START Data under study

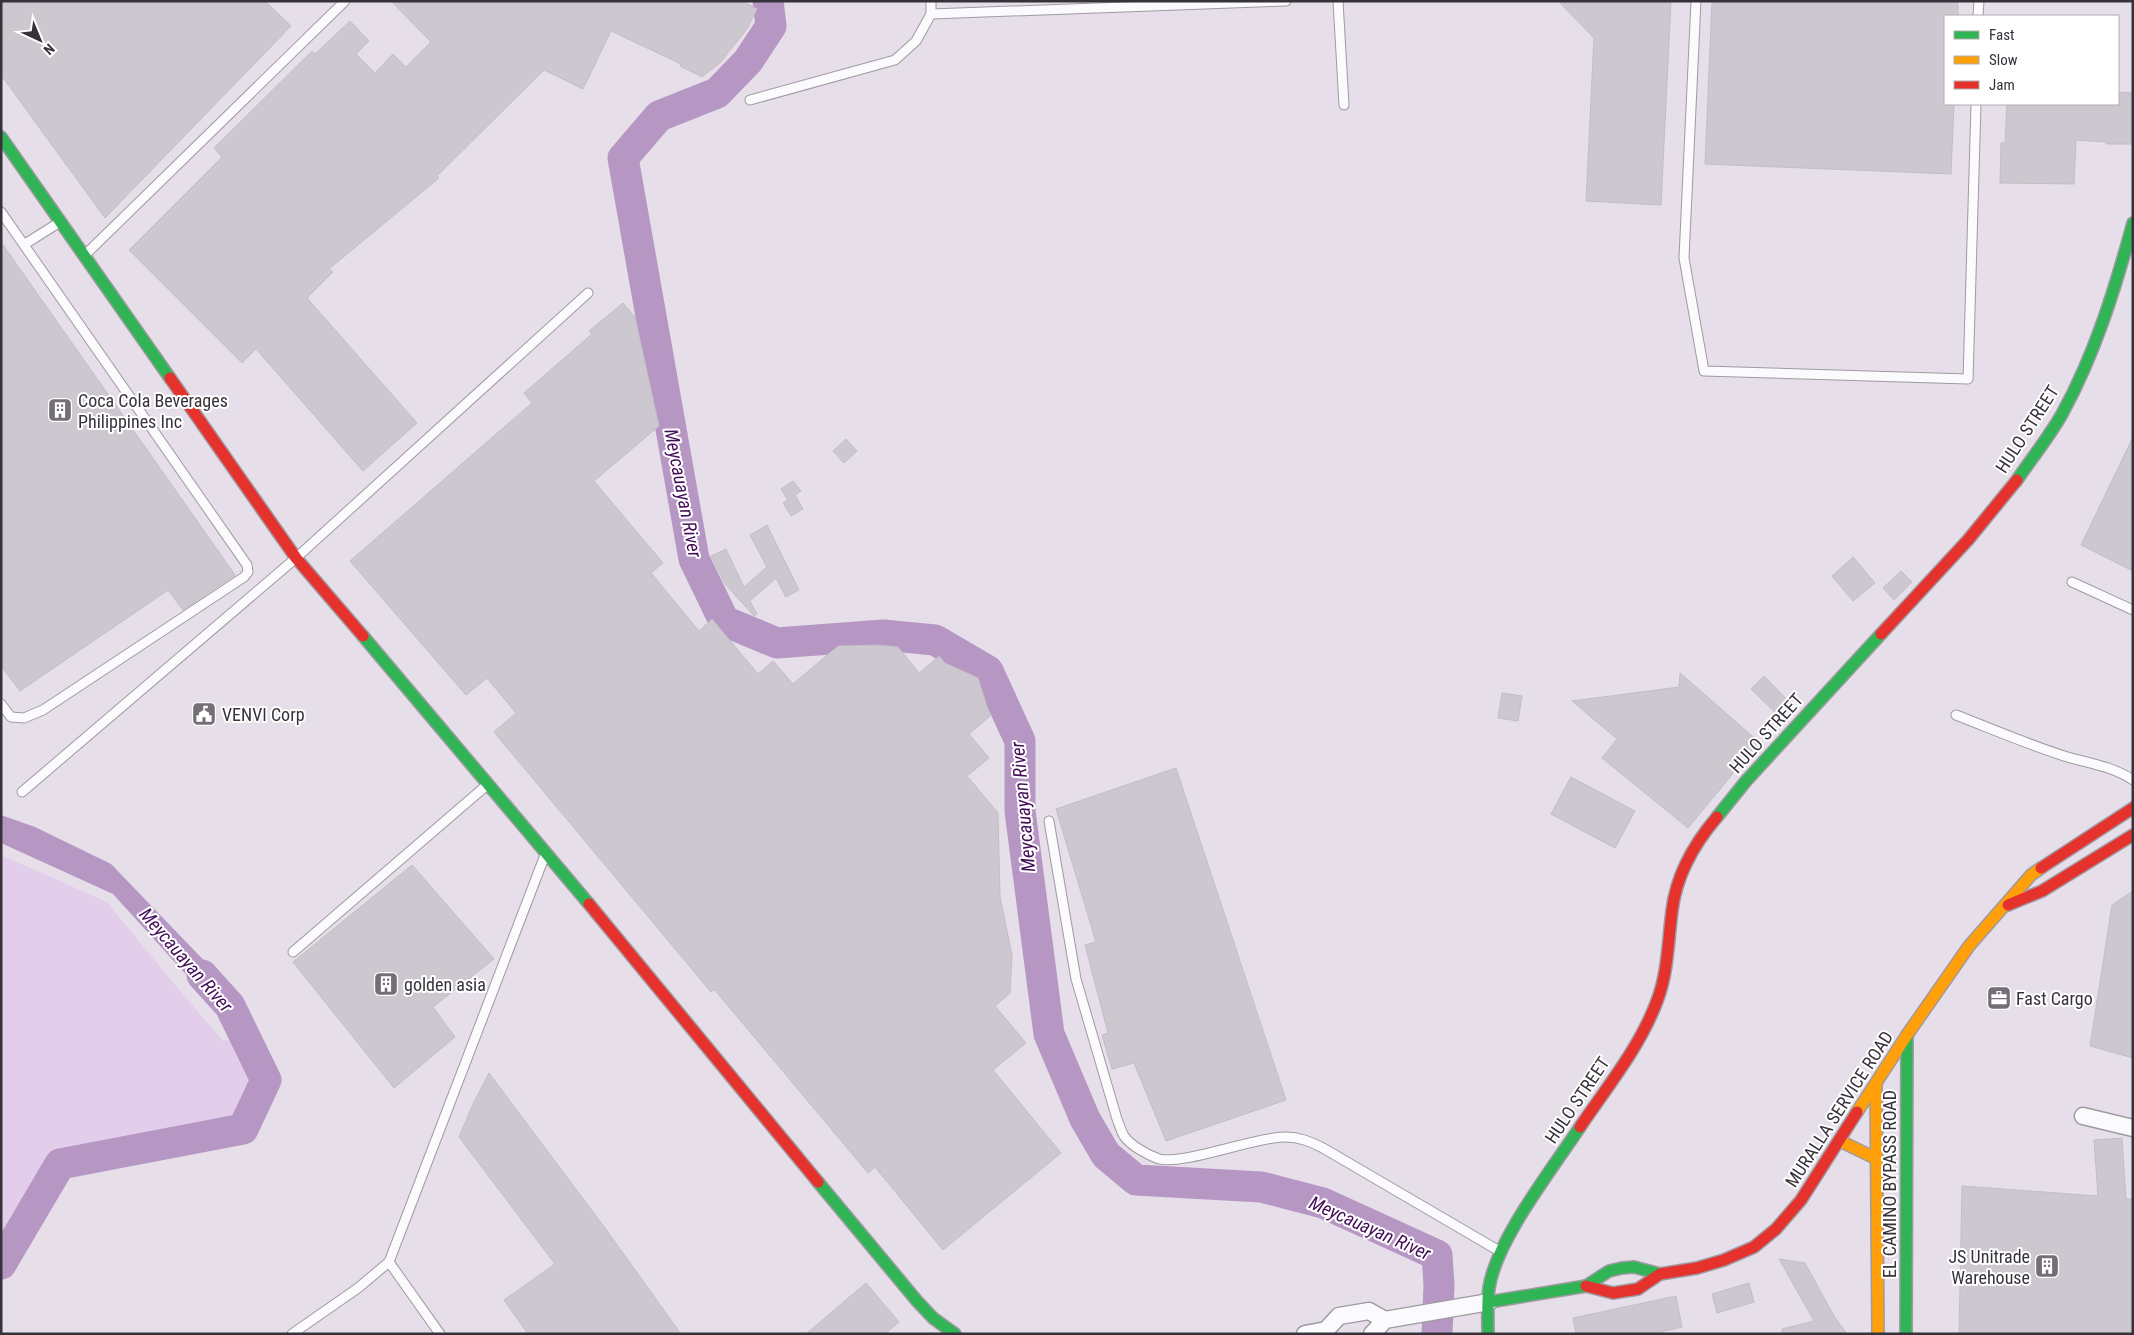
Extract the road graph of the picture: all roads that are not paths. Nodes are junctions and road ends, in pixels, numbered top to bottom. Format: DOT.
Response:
graph roads {
  1 [pos="931,1"];
  2 [pos="1286,1"];
  3 [pos="1338,1"];
  4 [pos="1696,1"];
  5 [pos="1979,1"];
  6 [pos="343,2"];
  7 [pos="931,14"];
  8 [pos="1978,15"];
  9 [pos="750,100"];
  10 [pos="1344,105"];
  11 [pos="1976,105"];
  12 [pos="1,137"];
  13 [pos="1,212"];
  14 [pos="60,222"];
  15 [pos="2133,223"];
  16 [pos="25,244"];
  17 [pos="85,256"];
  18 [pos="588,293"];
  19 [pos="296,558"];
  20 [pos="2072,582"];
  21 [pos="2133,610"];
  22 [pos="1,704"];
  23 [pos="1956,715"];
  24 [pos="2133,780"];
  25 [pos="487,785"];
  26 [pos="22,792"];
  27 [pos="2133,808"];
  28 [pos="1048,821"];
  29 [pos="2133,835"];
  30 [pos="546,852"];
  31 [pos="2005,906"];
  32 [pos="293,952"];
  33 [pos="1907,1035"];
  34 [pos="1876,1086"];
  35 [pos="2083,1116"];
  36 [pos="2133,1128"];
  37 [pos="1840,1141"];
  38 [pos="1877,1159"];
  39 [pos="1892,1192"];
  40 [pos="1501,1252"];
  41 [pos="389,1262"];
  42 [pos="1660,1274"];
  43 [pos="1586,1286"];
  44 [pos="1489,1302"];
  45 [pos="1385,1320"];
  46 [pos="1330,1332"];
  47 [pos="292,1334"];
  48 [pos="440,1334"];
  49 [pos="955,1334"];
  50 [pos="1305,1334"];
  51 [pos="1372,1334"];
  52 [pos="1488,1334"];
  53 [pos="1878,1334"];
  54 [pos="1906,1334"];
  1 -- 7 [label="lane"];
  2 -- 7 [label="lane"];
  3 -- 10 [label="lane"];
  4 -- 11 [label="lane"];
  5 -- 8 [label="lane"];
  6 -- 17 [label="lane"];
  7 -- 9 [label="lane"];
  12 -- 14 [label="street"];
  13 -- 16 [label="lane"];
  14 -- 16 [label="lane"];
  14 -- 17 [label="street"];
  15 -- 40 [label="street, HULO STREET"];
  16 -- 22 [label="lane"];
  17 -- 19 [label="street"];
  18 -- 19 [label="lane"];
  19 -- 25 [label="street"];
  19 -- 26 [label="lane"];
  20 -- 21 [label="lane"];
  23 -- 24 [label="lane"];
  25 -- 30 [label="street"];
  25 -- 32 [label="lane"];
  27 -- 31 [label="street, MURALLA SERVICE ROAD"];
  28 -- 40 [label="lane"];
  29 -- 31 [label="street, MURALLA SERVICE ROAD"];
  30 -- 41 [label="lane"];
  30 -- 49 [label="street"];
  31 -- 33 [label="street, MURALLA SERVICE ROAD"];
  33 -- 34 [label="street, MURALLA SERVICE ROAD"];
  33 -- 39 [label="street, EL CAMINO BYPASS ROAD"];
  34 -- 37 [label="street, MURALLA SERVICE ROAD"];
  34 -- 38 [label="street, EL CAMINO BYPASS ROAD"];
  35 -- 36 [label="street"];
  37 -- 38 [label="street"];
  37 -- 42 [label="street, MURALLA SERVICE ROAD"];
  38 -- 39 [label="street, EL CAMINO BYPASS ROAD"];
  39 -- 53 [label="street, EL CAMINO BYPASS ROAD"];
  39 -- 54 [label="street, EL CAMINO BYPASS ROAD"];
  40 -- 44 [label="street, HULO STREET"];
  41 -- 47 [label="lane"];
  41 -- 48 [label="lane"];
  42 -- 43 [label="street, MURALLA SERVICE ROAD"];
  42 -- 43 [label="street, MURALLA SERVICE ROAD"];
  43 -- 44 [label="street, MURALLA SERVICE ROAD"];
  44 -- 45 [label="street"];
  44 -- 52 [label="street, HULO STREET"];
  45 -- 46 [label="street"];
  45 -- 51 [label="street"];
  46 -- 50 [label="street"];
}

END Data under study

Requirement ::
Search the data above for lines holding "roads" and copy each of them.

Response box ::
Extract the road graph of the picture: all roads that are not paths. Nodes are junctions and road ends, in pixels, numbered top to bottom. Format: DOT.
graph roads {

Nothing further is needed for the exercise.